**Exercise input**
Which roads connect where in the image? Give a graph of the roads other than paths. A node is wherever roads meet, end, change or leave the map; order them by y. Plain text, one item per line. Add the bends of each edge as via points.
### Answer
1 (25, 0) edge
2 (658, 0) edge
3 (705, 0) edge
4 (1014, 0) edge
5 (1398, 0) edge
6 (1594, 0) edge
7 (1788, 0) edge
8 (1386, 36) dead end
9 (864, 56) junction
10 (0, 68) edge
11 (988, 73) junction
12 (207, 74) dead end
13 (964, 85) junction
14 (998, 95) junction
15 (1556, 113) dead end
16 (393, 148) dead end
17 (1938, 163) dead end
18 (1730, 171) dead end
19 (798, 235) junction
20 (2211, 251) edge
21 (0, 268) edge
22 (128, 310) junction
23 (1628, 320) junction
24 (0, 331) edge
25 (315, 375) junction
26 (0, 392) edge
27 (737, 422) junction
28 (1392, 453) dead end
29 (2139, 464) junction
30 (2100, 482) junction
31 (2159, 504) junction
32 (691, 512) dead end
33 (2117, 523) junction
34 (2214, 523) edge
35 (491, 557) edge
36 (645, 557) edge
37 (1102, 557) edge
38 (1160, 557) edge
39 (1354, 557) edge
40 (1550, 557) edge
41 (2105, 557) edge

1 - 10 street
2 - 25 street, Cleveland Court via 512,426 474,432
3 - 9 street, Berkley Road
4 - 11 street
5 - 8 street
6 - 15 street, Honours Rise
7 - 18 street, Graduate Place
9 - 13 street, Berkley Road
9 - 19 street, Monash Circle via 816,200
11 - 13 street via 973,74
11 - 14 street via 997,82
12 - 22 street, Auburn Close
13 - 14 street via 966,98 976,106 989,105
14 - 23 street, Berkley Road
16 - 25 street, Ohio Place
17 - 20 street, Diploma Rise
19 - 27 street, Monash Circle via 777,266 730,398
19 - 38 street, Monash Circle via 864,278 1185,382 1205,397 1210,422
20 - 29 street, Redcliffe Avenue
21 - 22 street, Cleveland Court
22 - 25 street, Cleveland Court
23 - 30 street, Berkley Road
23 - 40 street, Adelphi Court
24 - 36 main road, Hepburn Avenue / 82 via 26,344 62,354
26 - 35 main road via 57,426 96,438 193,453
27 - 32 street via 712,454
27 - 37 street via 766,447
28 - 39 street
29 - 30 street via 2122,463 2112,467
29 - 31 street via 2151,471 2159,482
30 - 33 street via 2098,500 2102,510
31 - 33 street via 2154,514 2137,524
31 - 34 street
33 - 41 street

**What you will do**
Copy each line in the entries above where "Avenue" turns up.

**Solution below**
20 - 29 street, Redcliffe Avenue
24 - 36 main road, Hepburn Avenue / 82 via 26,344 62,354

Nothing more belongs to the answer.